Sure, Chris. It's interesting, 1st and foremost, one of my largest customers today is a leader in the data center space and it's been very helpful in the design and the development of that product. I think our offering is really unique and that the business is doing so business interest is so high. I've actually named the VP of Sales for that division who has extensive experience in data centers. And I would say that if you name a major data center provider, both an infrastructure company as well as the operators, I think we're in discussions with all of them with our activities.
The products are really cool. And I think the work we've done developing our ProGen stack has really been leveraging building out our megawatt style plant, which and I think one last item I like to add and people may not think about it, but I always think about systems And how you support hydrogen for backup power in these systems, one really needs to think about. And the fact that we're beginning to be able to move and we move more we move a great deal of hydrogen around already even before our acquisitions. And I think there's very few people who could actually provide these large data center providers, a turnkey solution so that they wouldn't have to worry about how they feel. So, yes, I would encourage people to when they think about large scale backup power, you have to always think about hydrogen and plug is uniquely positioned to support the hydrogen needs for these kinds of applications.

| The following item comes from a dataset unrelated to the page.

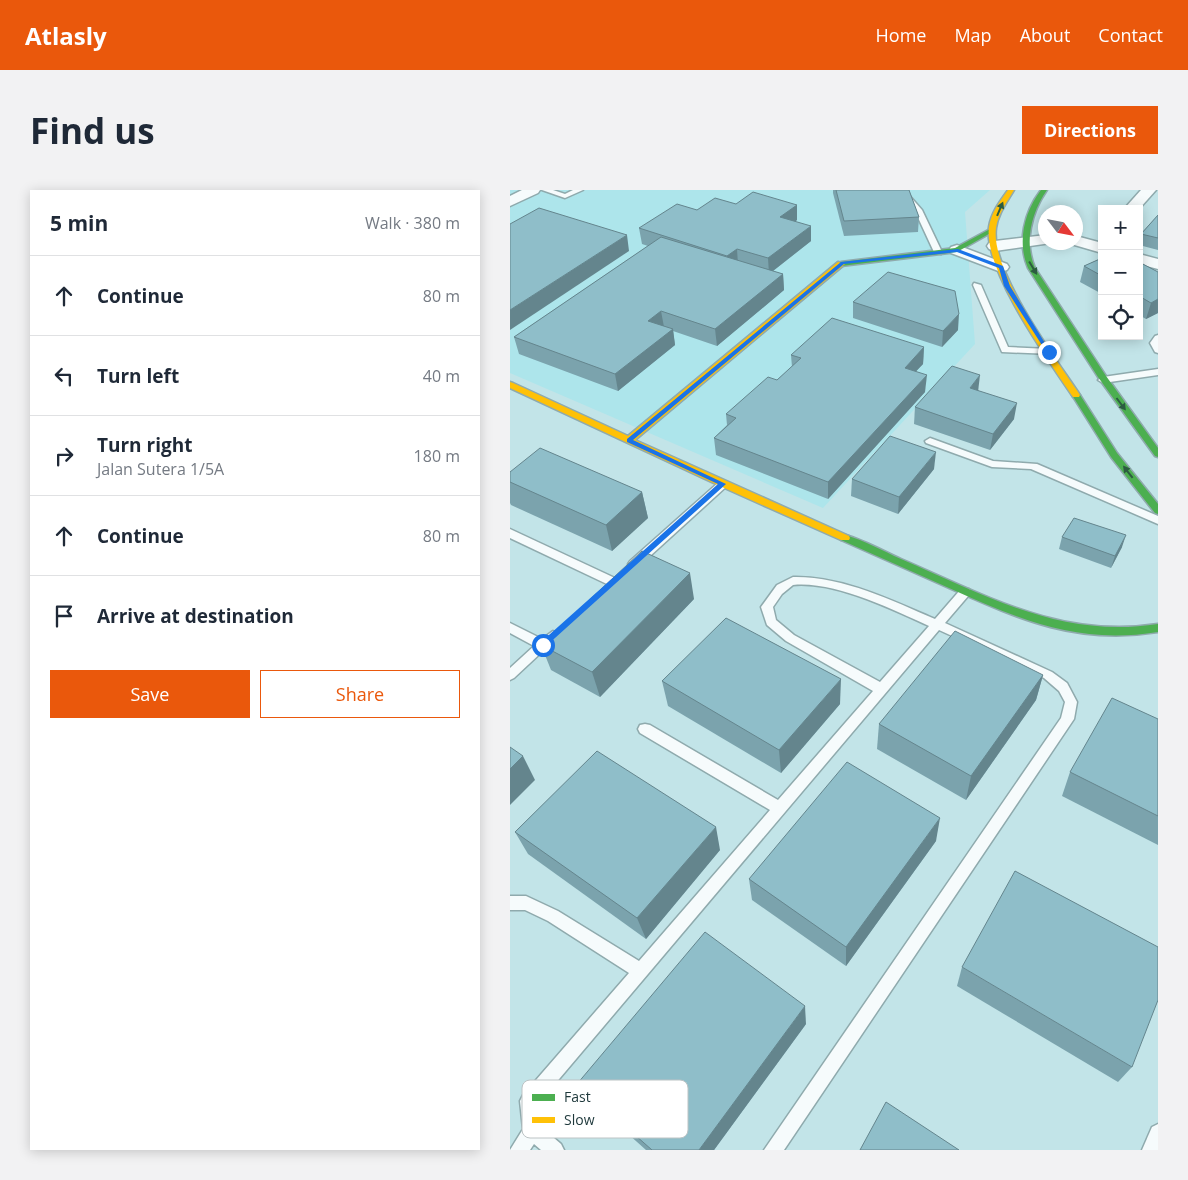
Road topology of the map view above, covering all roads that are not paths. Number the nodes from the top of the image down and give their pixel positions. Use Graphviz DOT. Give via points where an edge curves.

That's very helpful. I appreciate the color. Thanks.
Great. Well, thank you, Chris. I believe that's the last question. And I would like to highlight the Plug Power Symposium is coming up. There's a registration.
This is open forever. It's a virtual event. I think it'll be incredibly informative. I know we're lining up some interesting speakers plus you'll have opportunity to hear more details about our business from some of my coworkers and that we this is open to all. So there's a link in the investor letter you can click on as well as there's an online registration at our website.
So please take the opportunity to register and look forward to talking to everybody then. Thank you now.
This concludes today's conference. You may disconnect your lines at this time. Thank you for your participation.